Contracting for Specialist Knowledge and Experience

Even if you have a solid in-house SEO team, sometimes it makes sense to get help from the outside. Why would you want to bring in external expertise when you have a strong team already?

The answer lies in the complexity of SEO itself. SEO has dozens of subdisciplines, including video optimization, local search, image optimization, competition for search traffic in other countries, link development, usability, and strategies for social media properties. If you need help in one or more of these areas, don’t hesitate to seek assistance from outside your organization. It’s also possible that your SEO team has mid-level, but not expert-level, knowledge of SEO—and contracting out for expert-level guidance of your team is often a wise investment.

Another reason to bring in an SEO consultant is to conduct an audit of your site. This should help identify the things you’ve missed, confirm the things you’ve done right, and highlight new opportunities. Here are the ideal times to engage a consultant to perform an SEO audit:

  • When you need to understand the amount of work that will be involved in optimizing your site

  • When you have done what you know about SEO and need advice on what to do next (or as part of an annual training, to help develop better expertise in-house)

  • When others in your organization need justification of your SEO recommendations

  • Before a site redesign (or at any time you make major changes to a site), so that you can learn what needs to change and what you can do to make the next website more search engine–friendly

Applying SEO Recommendations Intelligently

One of the biggest challenges in SEO is the gap between strategy and implementation. The SEO artist knows how to explain his recommendations in simple terms and in the language of his audience. However, simple expression of a concept does not always mean seamless implementation.

When you look at a site from an SEO perspective, you must always keep the bigger picture in mind: to do what is best for the business by balancing both short- and long-term goals while managing available resources effectively.
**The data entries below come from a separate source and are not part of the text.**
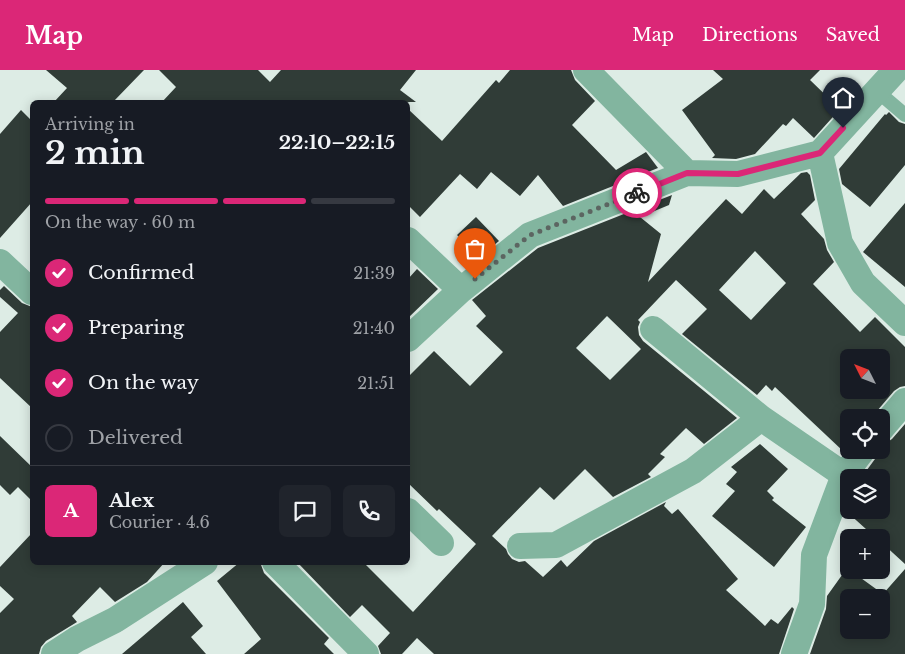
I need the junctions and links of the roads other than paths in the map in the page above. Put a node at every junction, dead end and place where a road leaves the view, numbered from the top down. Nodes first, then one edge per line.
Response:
1 (586, 70) edge
2 (896, 70) edge
3 (877, 91) junction
4 (905, 115) edge
5 (820, 153) junction
6 (687, 173) junction
7 (410, 242) edge
8 (0, 262) edge
9 (30, 290) edge
10 (461, 290) junction
11 (905, 323) edge
12 (653, 330) dead end
13 (410, 337) edge
14 (905, 402) edge
15 (761, 418) junction
16 (890, 419) edge
17 (856, 459) edge
18 (849, 469) edge
19 (840, 472) edge
20 (840, 486) edge
21 (410, 513) edge
22 (441, 544) dead end
23 (520, 546) dead end
24 (200, 565) edge
25 (278, 565) edge
26 (54, 654) edge
27 (366, 654) edge
28 (794, 654) edge

1 - 6 street
2 - 3 street
3 - 4 lane
3 - 5 street
5 - 6 street
5 - 11 street
6 - 10 street
7 - 10 street
8 - 9 street
10 - 13 street
12 - 15 street
14 - 16 street
15 - 19 street
15 - 23 street
17 - 18 street
20 - 28 street
21 - 22 street
24 - 26 street
25 - 27 street

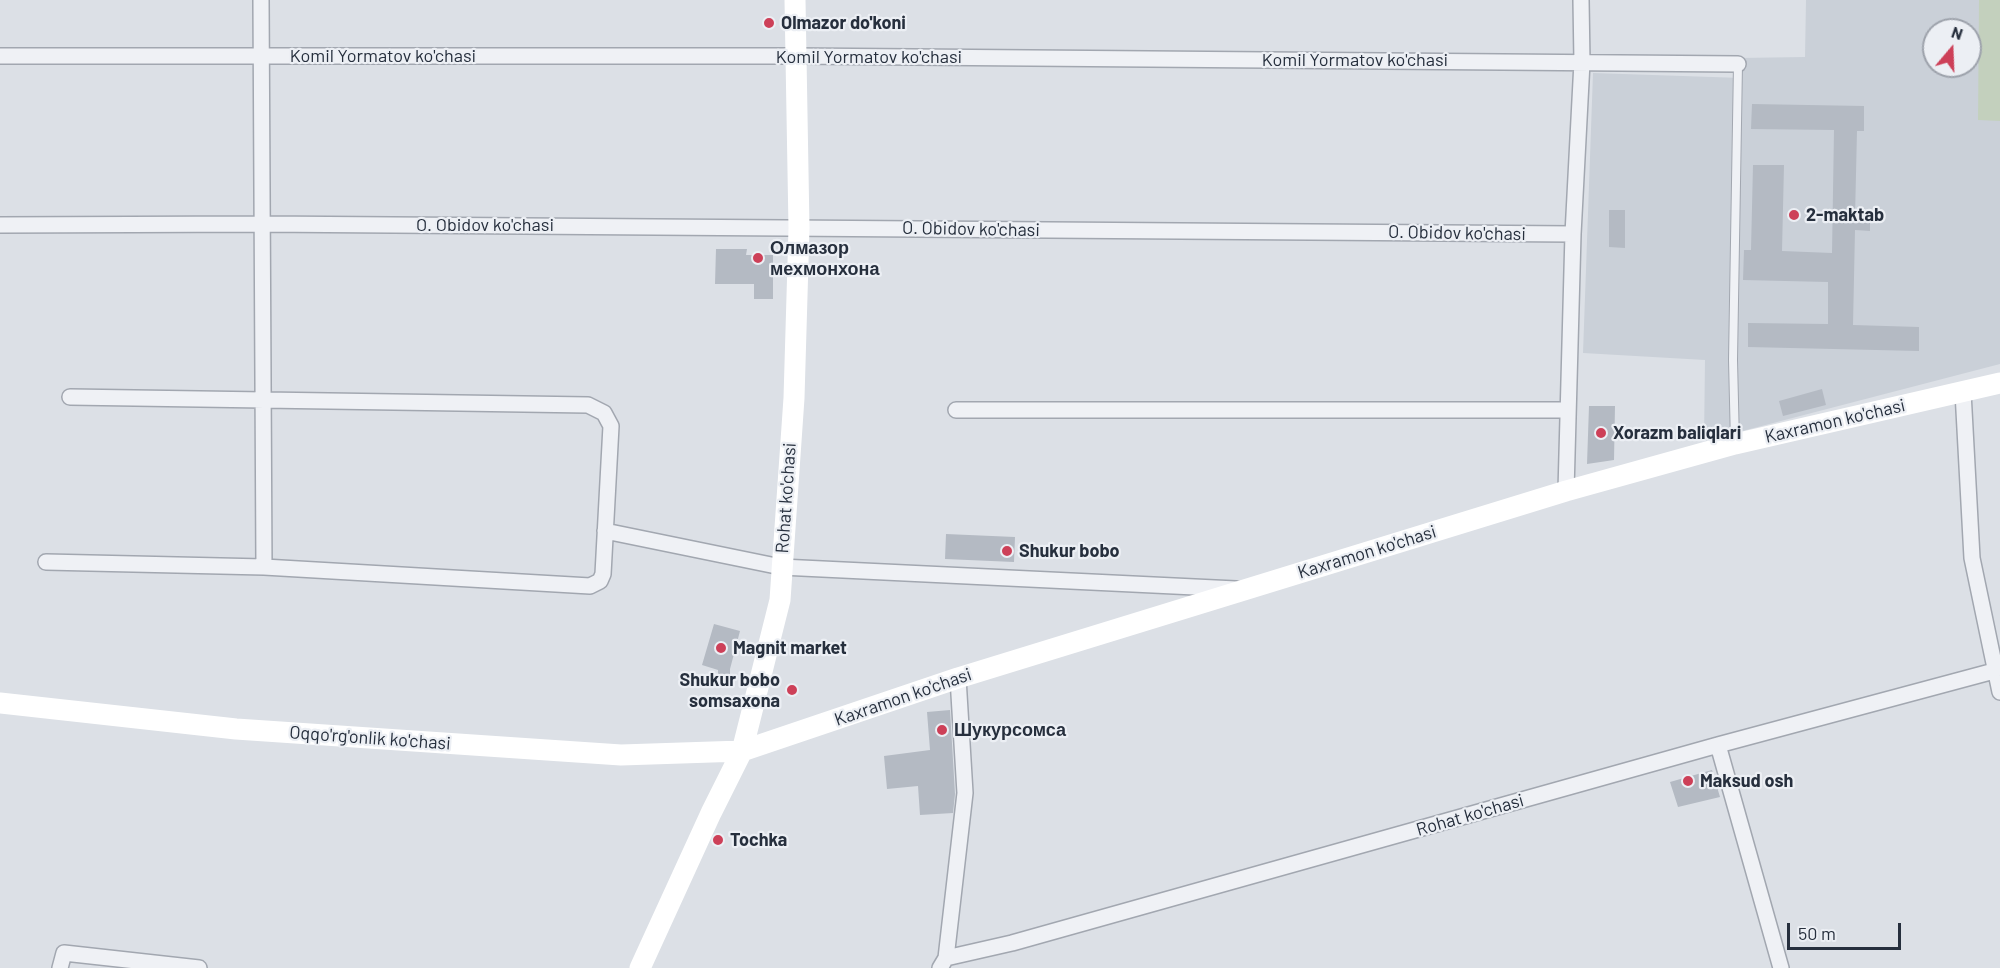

Changes that minimize implementation cost and hassle but have a big impact have the best ROI. Before you recommend throwing out that old CMS and reinvesting millions of dollars in a brand-new website, ensure that the ROI to the organization will justify the expense, and back it up with data.

This does not mean you should never recommend drastic changes, but rather that you should do so at the right time and place, and break out the implementation of the overall SEO strategy into prioritized SEO “projects.” Be mindful of the potential benefit for each SEO recommendation. Sometimes this is difficult to quantify, and you may need to build a table similar to Table 14-1.

Table 14-1. Rating potential SEO projects
Project Value Effort
SEO Project 1 High High
SEO Project 2 Low Medium
SEO Project 3 Medium Low
SEO Project 4 High Low

This type of analysis is incredibly valuable in keeping an organization moving forward with an SEO program and increasing search traffic at the most rapid rate possible. Of course, sometimes the executives in your company may want to see dollar numbers instead of High, Medium, and Low ratings for the Value, so you may need to be prepared to give an estimated range of dollar impact. Just make sure to be clear that you are providing a very rough estimate, as this is usually difficult to predict precisely.

Hiring SEO Talent

If you have decided that you want to add to your in-house SEO team (or start one), you need to think seriously about the type of person you want to hire. Do you want someone with prior experience, or do you want the person to learn from other team members along the way? Do you know which facets of SEO are crucial to the success of your specific website and organization, and how to hire for these skill sets?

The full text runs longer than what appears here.